[Collected data]
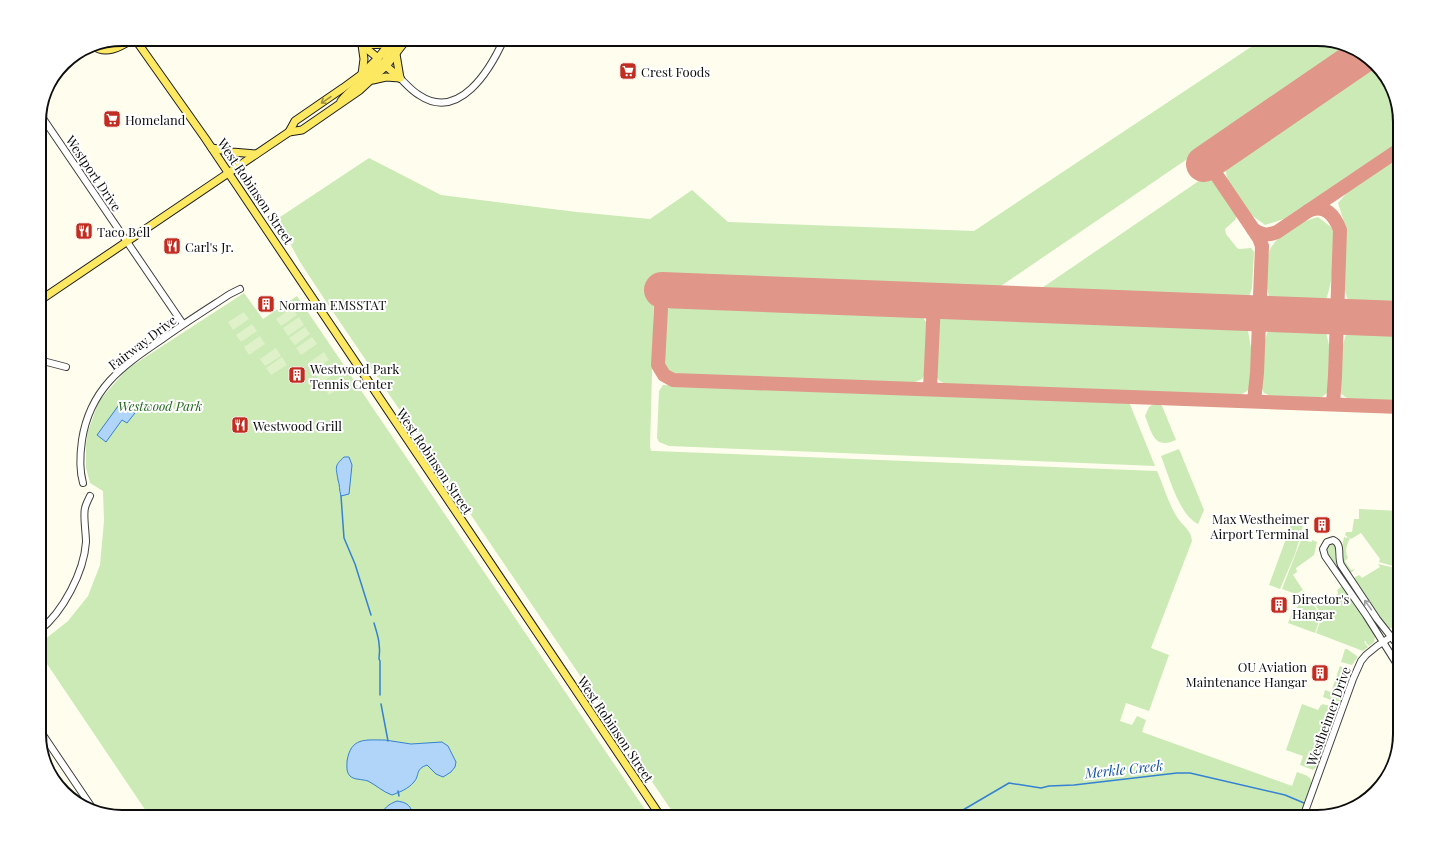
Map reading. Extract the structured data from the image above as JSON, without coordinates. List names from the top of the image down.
{
  "streets": {
    "main road": ["West Robinson Street"],
    "street": ["Westport Drive", "Fairway Drive", "Westheimer Drive"]
  },
  "crossings": [
    ["Westport Drive", "Fairway Drive"]
  ],
  "water": ["Merkle Creek"],
  "parks": ["Westwood Park"],
  "places": {
    "supermarket": ["Crest Foods", "Homeland"],
    "restaurant": ["Taco Bell", "Carl's Jr.", "Westwood Grill"],
    "building": [
      "Norman EMSSTAT",
      "Westwood Park Tennis Center",
      "Max Westheimer Airport Terminal",
      "Director's Hangar",
      "OU Aviation Maintenance Hangar"
    ]
  }
}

**WORK REQUIRED**:
Could you set down the records above exactly, skipping any picture?

**ANSWER SECTION**:
Map reading. Extract the structured data from the image above as JSON, without coordinates. List names from the top of the image down.
{
  "streets": {
    "main road": ["West Robinson Street"],
    "street": ["Westport Drive", "Fairway Drive", "Westheimer Drive"]
  },
  "crossings": [
    ["Westport Drive", "Fairway Drive"]
  ],
  "water": ["Merkle Creek"],
  "parks": ["Westwood Park"],
  "places": {
    "supermarket": ["Crest Foods", "Homeland"],
    "restaurant": ["Taco Bell", "Carl's Jr.", "Westwood Grill"],
    "building": [
      "Norman EMSSTAT",
      "Westwood Park Tennis Center",
      "Max Westheimer Airport Terminal",
      "Director's Hangar",
      "OU Aviation Maintenance Hangar"
    ]
  }
}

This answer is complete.